Sales people that don’t meet their quotas don’t hang around long.

Finance people that can’t meet an audit are often looking for other sources of employment.

Factories that produce poor quality products find their orders drying up.

Pretty straight forward.

But in many, many companies and organizations, folks accept that “technology is hard” and that “things break.” When upgrades take systems down for days, or reports only work most of the time, people shrug their shoulders and accept “that’s just the way it is,” because “technology is hard.”

And, it’s true. Technology has its challenges, which change year to year, month to month, and even day to day. Indeed, in the error of cloud software, you can often show up one day and find that what was working yesterday isn’t working today.*

Answer: Set your expectations higher

But, really, really, really. That should be the exception, not the rule. If I can help my clients understand one thing, it’s this: Things can be better. You need to have higher expectations.

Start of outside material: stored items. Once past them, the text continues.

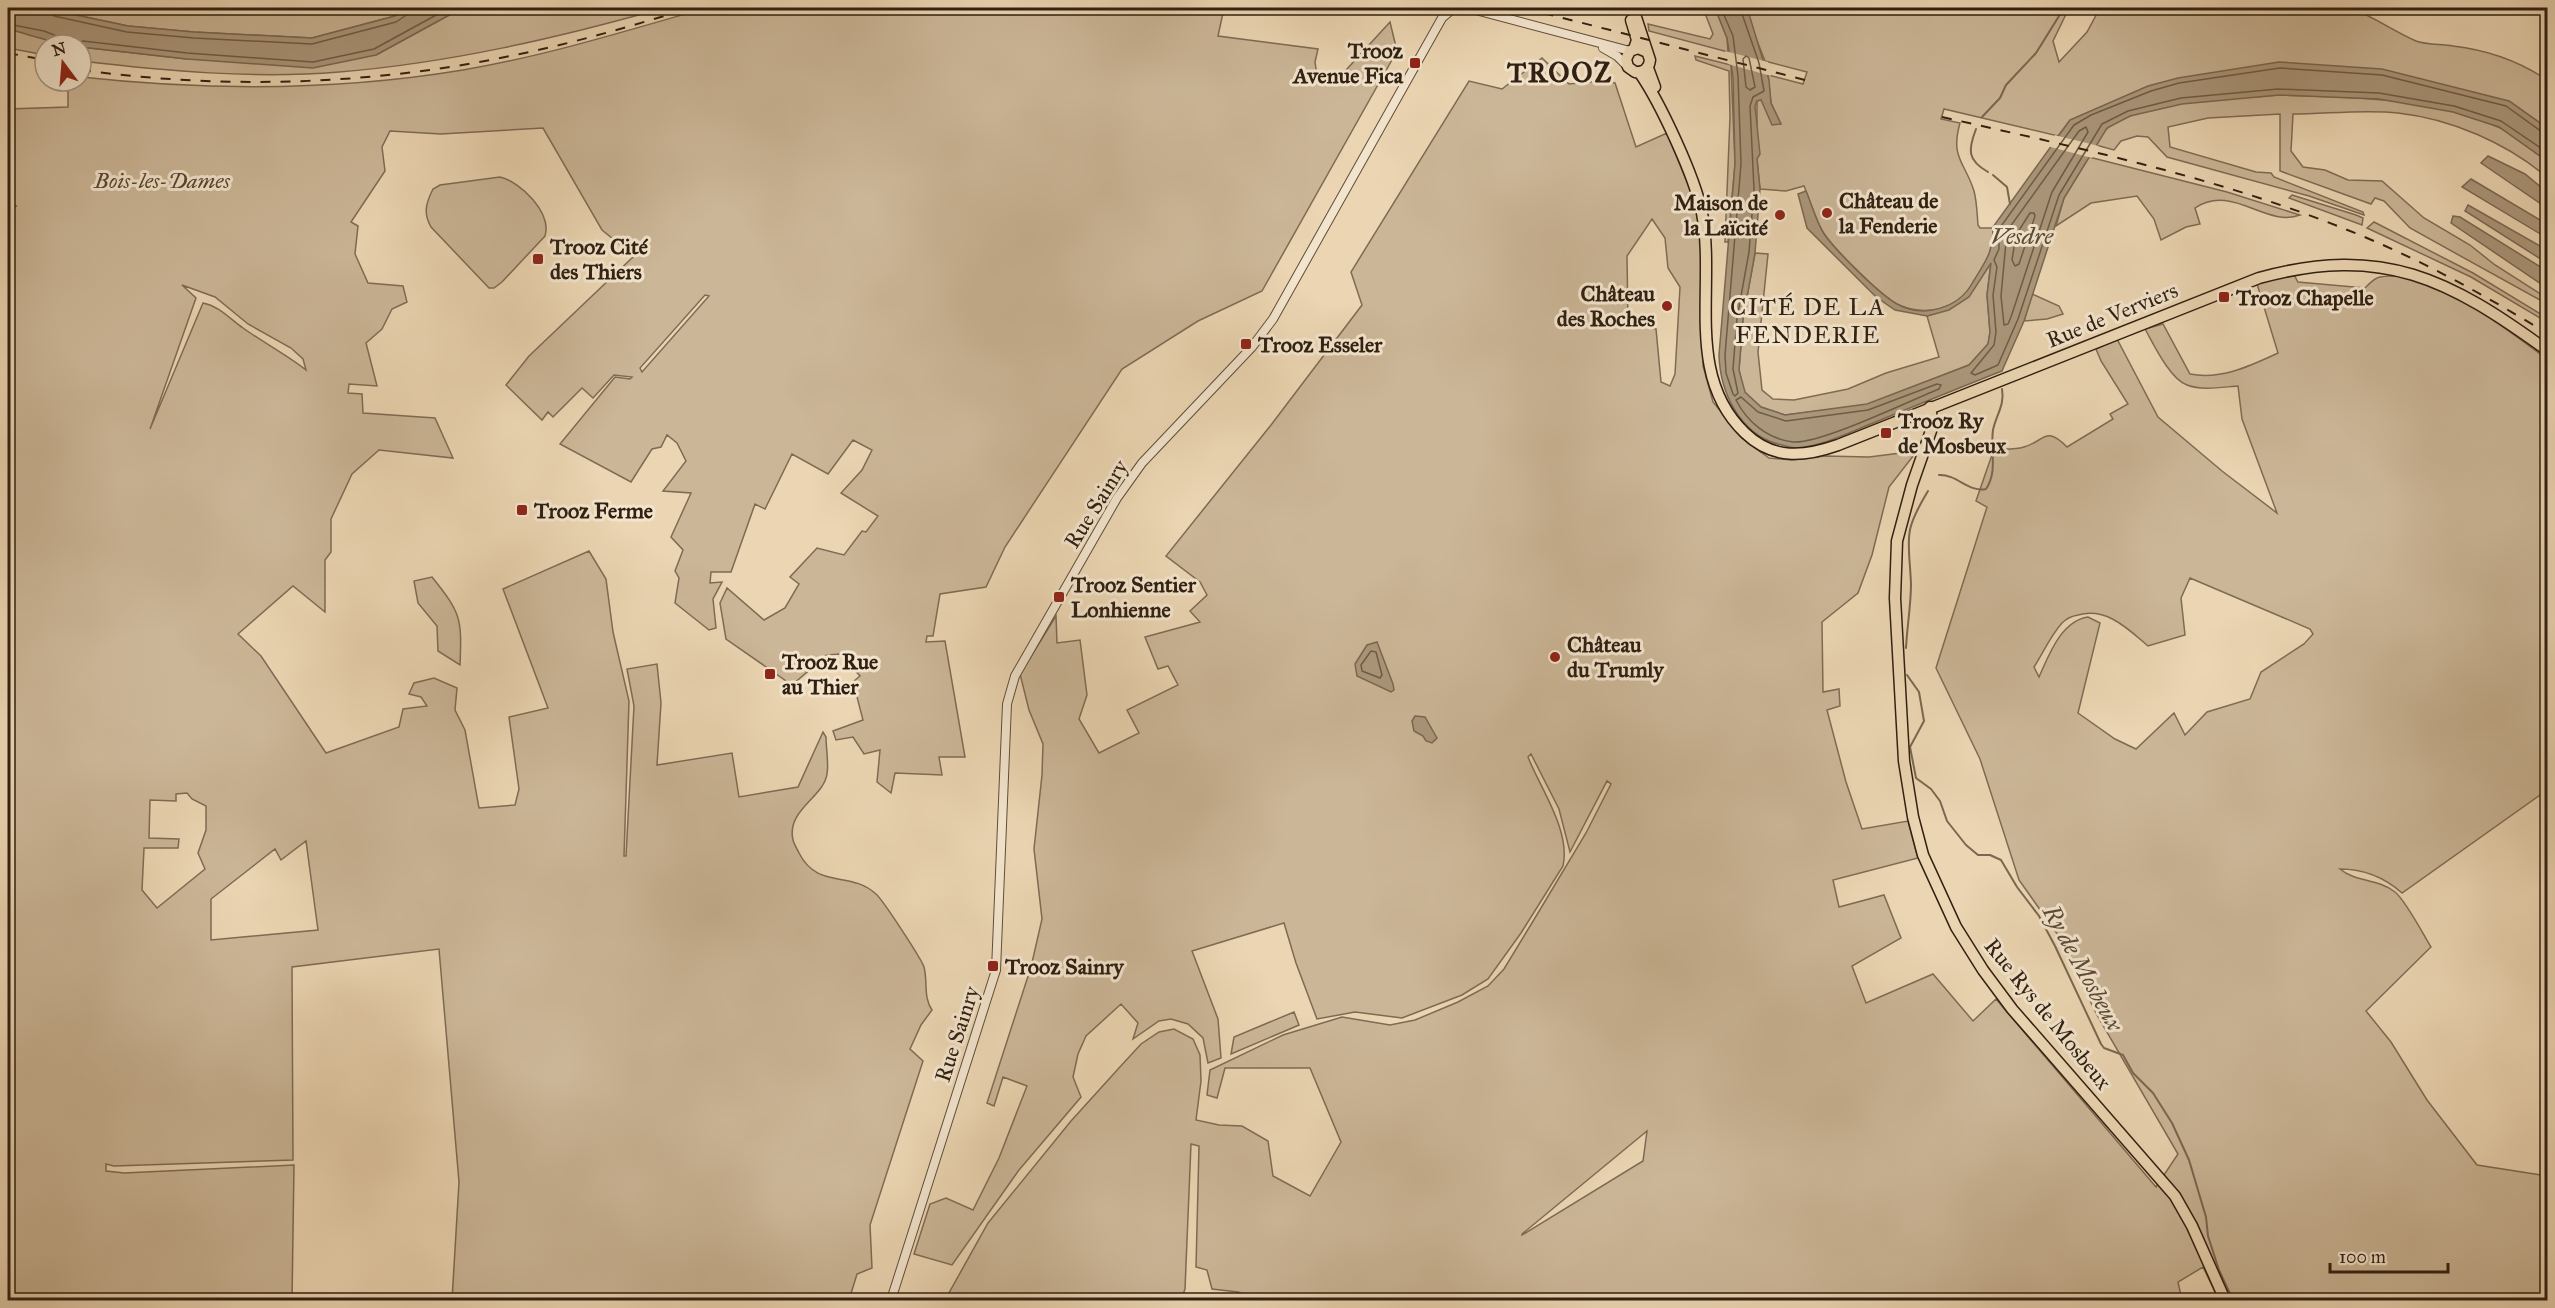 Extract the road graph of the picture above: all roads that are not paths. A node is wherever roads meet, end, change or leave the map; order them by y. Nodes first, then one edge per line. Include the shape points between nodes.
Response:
1 (1454, 8) edge
2 (1468, 8) edge
3 (1626, 8) edge
4 (1633, 8) edge
5 (1590, 40) junction
6 (1632, 50) junction
7 (1647, 52) junction
8 (1628, 67) junction
9 (1643, 70) junction
10 (2547, 351) edge
11 (1930, 407) junction
12 (891, 1300) edge
13 (2225, 1300) edge

1 - 12 street, Rue Sainry via 1442,18 1273,319 1252,347 1135,472 1015,676 1007,704 996,970
2 - 5 street
3 - 6 main road via 1637,40
4 - 7 main road
5 - 6 street
5 - 8 street
6 - 7 main road
6 - 8 main road via 1626,59
7 - 9 main road via 1650,60
8 - 9 main road
9 - 11 main road, Rue de Verviers via 1696,171 1708,213 1713,247 1714,383 1721,404 1738,427 1763,447 1790,455 1816,452
10 - 11 main road, Rue de Verviers via 2461,293 2431,279 2390,268 2325,264 2259,278
11 - 13 main road, Rue Rys de Mosbeux via 1934,425 1897,541 1894,598 1904,761 1923,855 1956,927 1983,970 2012,1009 2175,1196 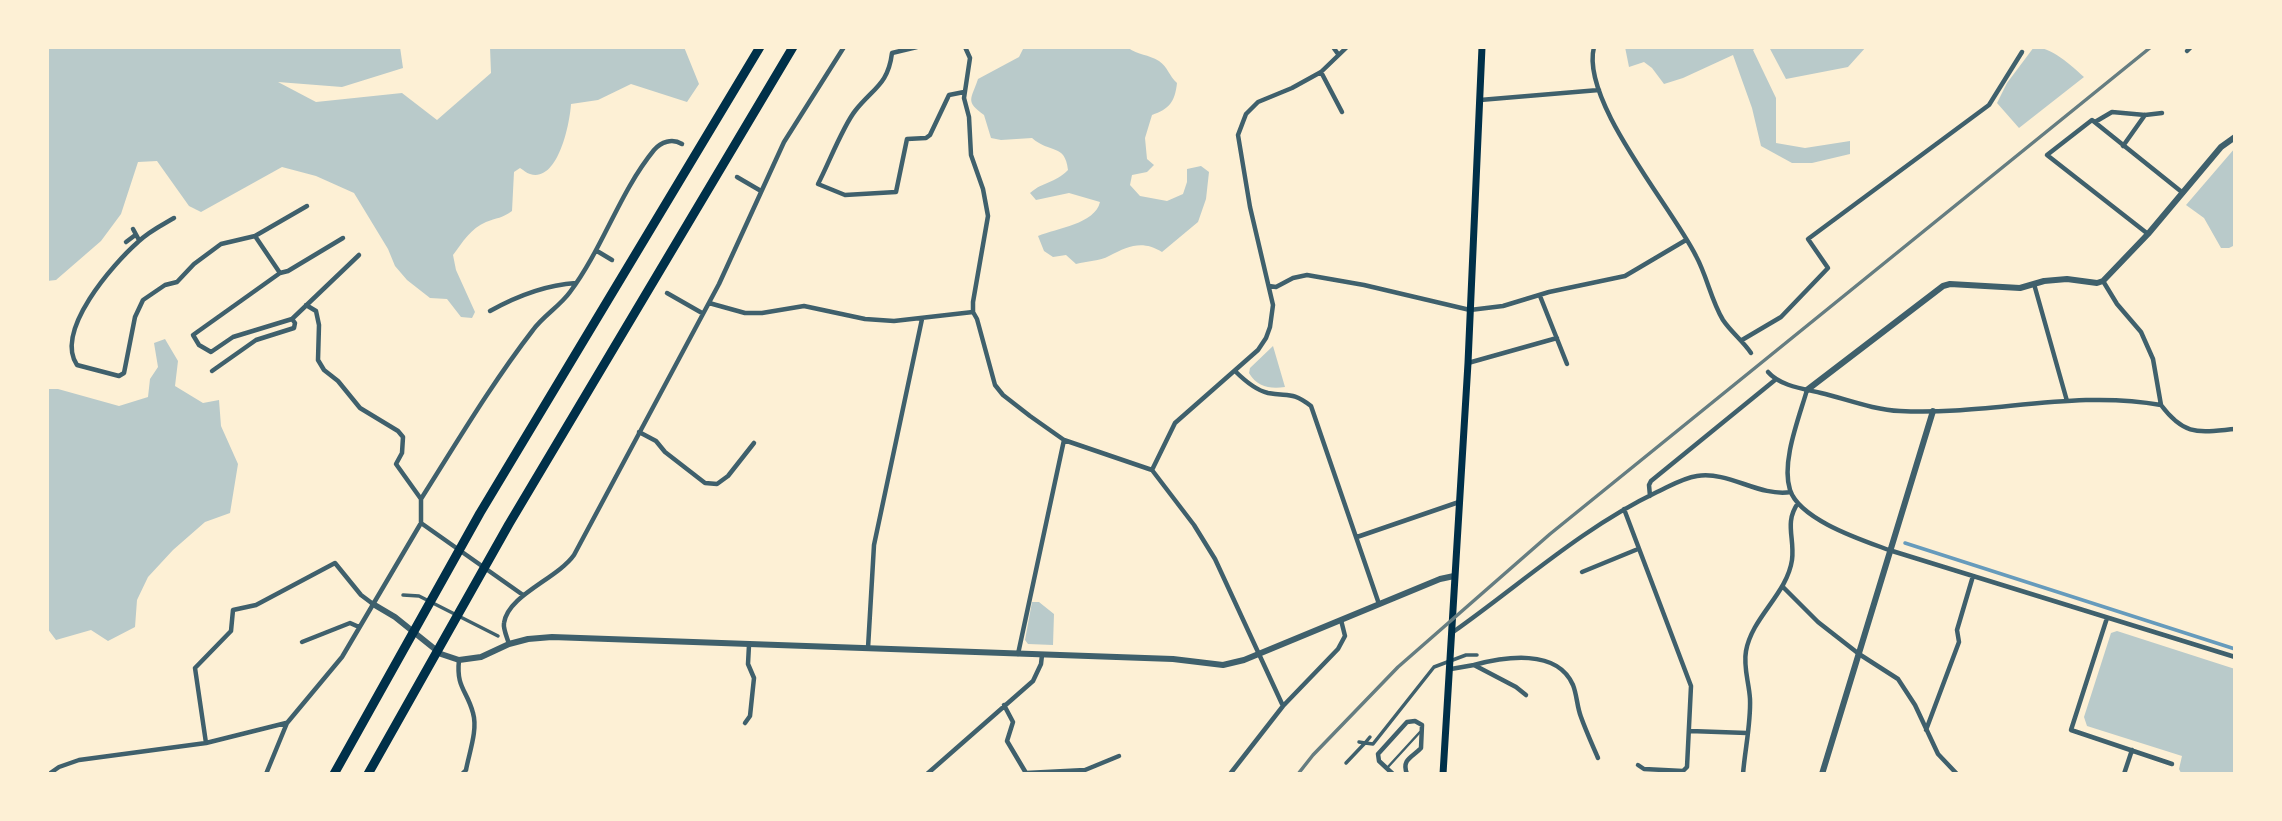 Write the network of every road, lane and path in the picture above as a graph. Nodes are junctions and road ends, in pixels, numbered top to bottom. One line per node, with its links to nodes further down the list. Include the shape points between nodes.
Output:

When you set your expectations, you need to make sure the folks who meet those expectations are rewarded. The folks who don’t are counseled, trained, and maybe switched into a different position. 

As Joanna Rothman, agile project management expert, said in a recent podcast, culture drives success. (Something else I need to write about).

Expectations are front and center in my thinking right now.

I’m currently helping a client reorganize their entire data infrastructure. The project involves everything from fixing key infrastructure issues and creating standards for development and change control, to redefining roles and responsibilities. 

At this stage, just being a solid project manager is returning results. Getting tasks onto a list and knocking them off. Looking for what’s failing and getting it fixed.

But, as I’ve discussed with my key executive contacts, our long-term success will be limited if we don’t change the culture. Case in point: Every night hundreds of jobs/tasks/flows run, bringing data from a dozen different systems and transforming and loading for a couple hundred different reports. And, until now, there’s been no comprehensive plan for monitoring nightly failures.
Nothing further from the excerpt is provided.